Key Highlights from Jensen Huang’s Keynote 2024 GTC

Introduction of Blackwell Architecture: A leap forward in AI technology, promising to revolutionize various industries.
Project GROOT Announcement: Showcases advancements towards the human-robot future, bringing us closer to more interactive and capable robots.
Collaboration with Apple Vision Pro: Nvidia’s venture into the Omniverse, aiming to enhance virtual reality experiences.
Digital Twin of the Planet: An ambitious project to recreate the entire planet digitally for better weather forecasting and more.

Notable Announcements and Developments

Humanoid Robots in Development: Demonstrated potential applications across factories, healthcare, and science, signaling the future may not be far off.
Isaac Perceptor SDK: New software aimed at robotic arms and vehicles, providing them with greater insight and intelligence.
Omniverse Cloud Streaming to Apple Vision Pro: A step towards more immersive virtual environments, powered by Nvidia’s cutting-edge technology.
Partnership with Nissan: Highlighted the potential for AI in customizing new car options, showcasing a blend of technology and consumer choice.
Siemens Collaboration: Nvidia’s technology will be used to boost productivity and efficiency in virtual warehouses, marking significant industrial application.
Advancements in Healthcare: Nvidia building models to aid researchers worldwide, speeding up drug discovery processes.
Earth-2 APIs for Better Weather Forecasting: A collaboration with The Weather Company to improve predictions and save lives.

NVIDIA Blackwell GPU Architecture Overview

Introduction

The NVIDIA Blackwell architecture introduces a significant leap forward in generative AI accelerator technology, incorporating the B200 and B100 accelerators.
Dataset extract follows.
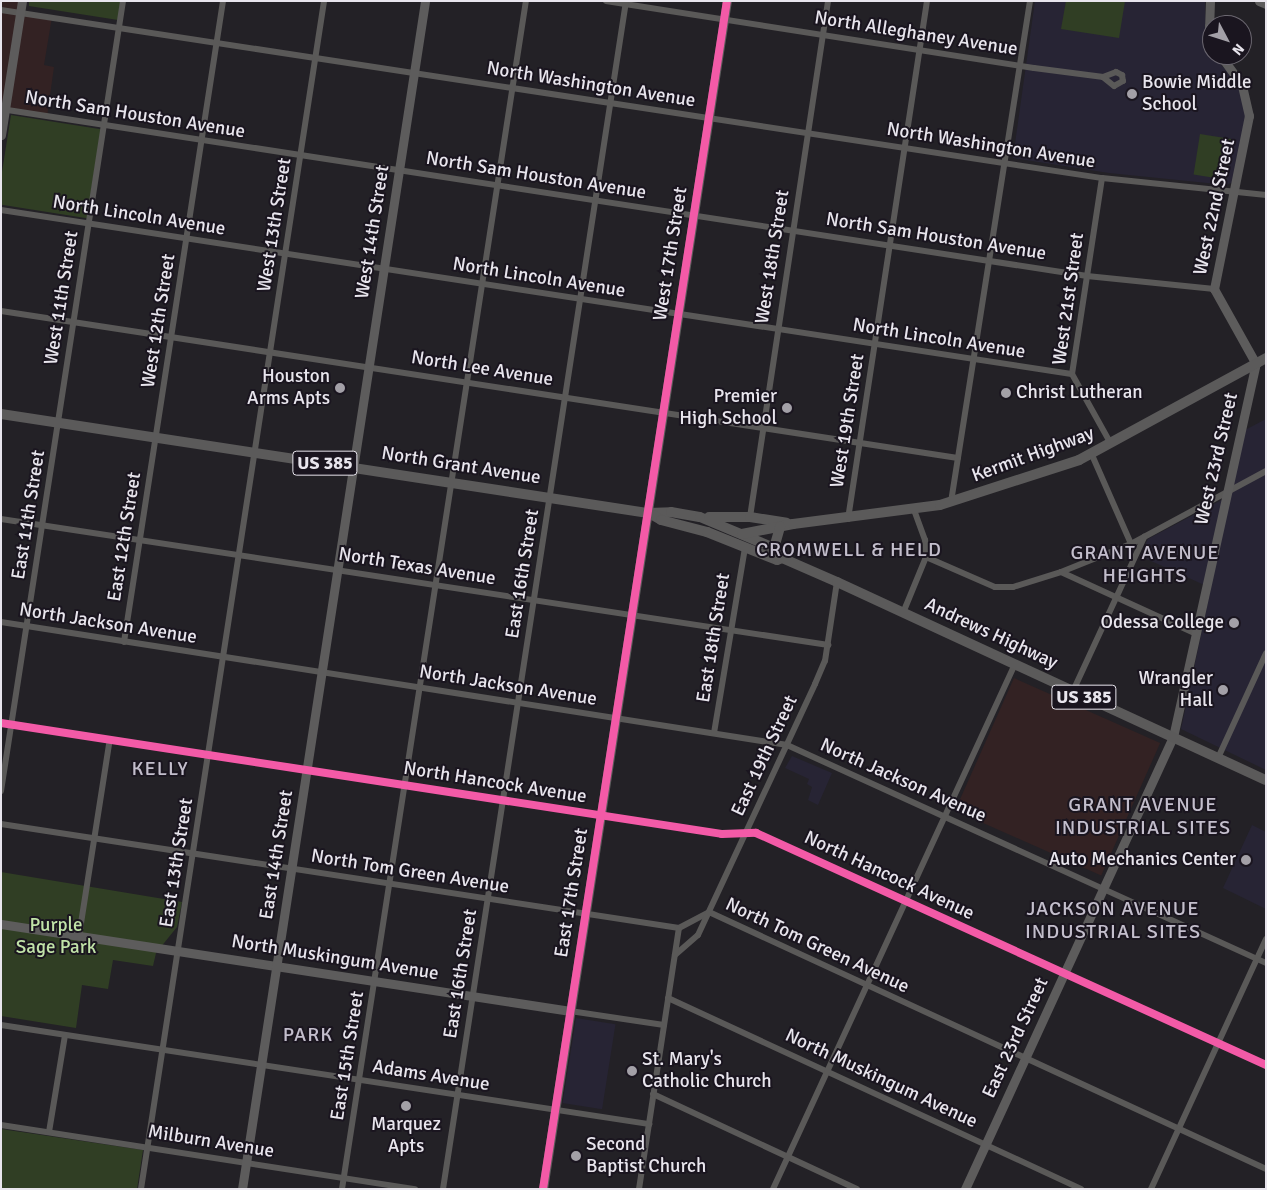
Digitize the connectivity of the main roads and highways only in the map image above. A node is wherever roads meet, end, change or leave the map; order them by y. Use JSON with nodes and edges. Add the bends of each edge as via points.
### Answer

Named in honor of Dr. David Harold Blackwell, a pioneer in statistics and mathematics, this next-generation architecture is designed to redefine performance, flexibility, and efficiency in the realms of datacenter and high-performance computing (HPC).

Blackwell Comparison

Nvidia Blackwell Chips

Specification	GB200	B200	B100	HGX B200	HGX B100
Configuration	2x B200 GPU, 1x Grace CPU	Blackwell GPU	Blackwell GPU	8x B200 GPU	8x B100 GPU
FP4 Tensor Dense/Sparse	20/40 petaflops	9/18 petaflops	7/14 petaflops	72/144 petaflops	56/112 petaflops
FP6/FP8 Tensor Dense/Sparse	10/20 petaflops	4.5/9 petaflops	3.5/7 petaflops	36/72 petaflops	28/56 petaflops
INT8 Tensor Dense/Sparse	10/20 petaops	4.5/9 petaops	3.5/7 petaops	36/72 petaops	28/56 petaops
FP16/BF16 Tensor Dense/Sparse	5/10 petaflops	2.25/4.5 petaflops	1.8/3.5 petaflops	18/36 petaflops	14/28 petaflops
TF32 Tensor Dense/Sparse	2.5/5 petaflops	1.12/2.25 petaflops	0.9/1.8 petaflops	9/18 petaflops	7/14 petaflops
FP64 Tensor Dense	90 teraflops	40 teraflops	30 teraflops	320 teraflops	240 teraflops
Memory	384GB (2x8x24GB)	192GB (8x24GB)	192GB (8x24GB)	1536GB (8x8x24GB)	1536GB (8x8x24GB)
Bandwidth	16 TB/s	8 TB/s	8 TB/s	64 TB/s	64 TB/s
NVLink Bandwidth	2x 1.8 TB/s	1.8 TB/s	1.8 TB/s	14.4 TB/s	14.4 TB/s
Power	Up to 2700W	1000W	700W	8000W?	5600W?

Features and Capabilities

Dual-Die Chiplet Design

Integrates two reticle-sized GPU dies within a single package, embracing a chiplet-based approach for flagship accelerators.
Enables substantial increases in transistor count, computing power, and memory capacity.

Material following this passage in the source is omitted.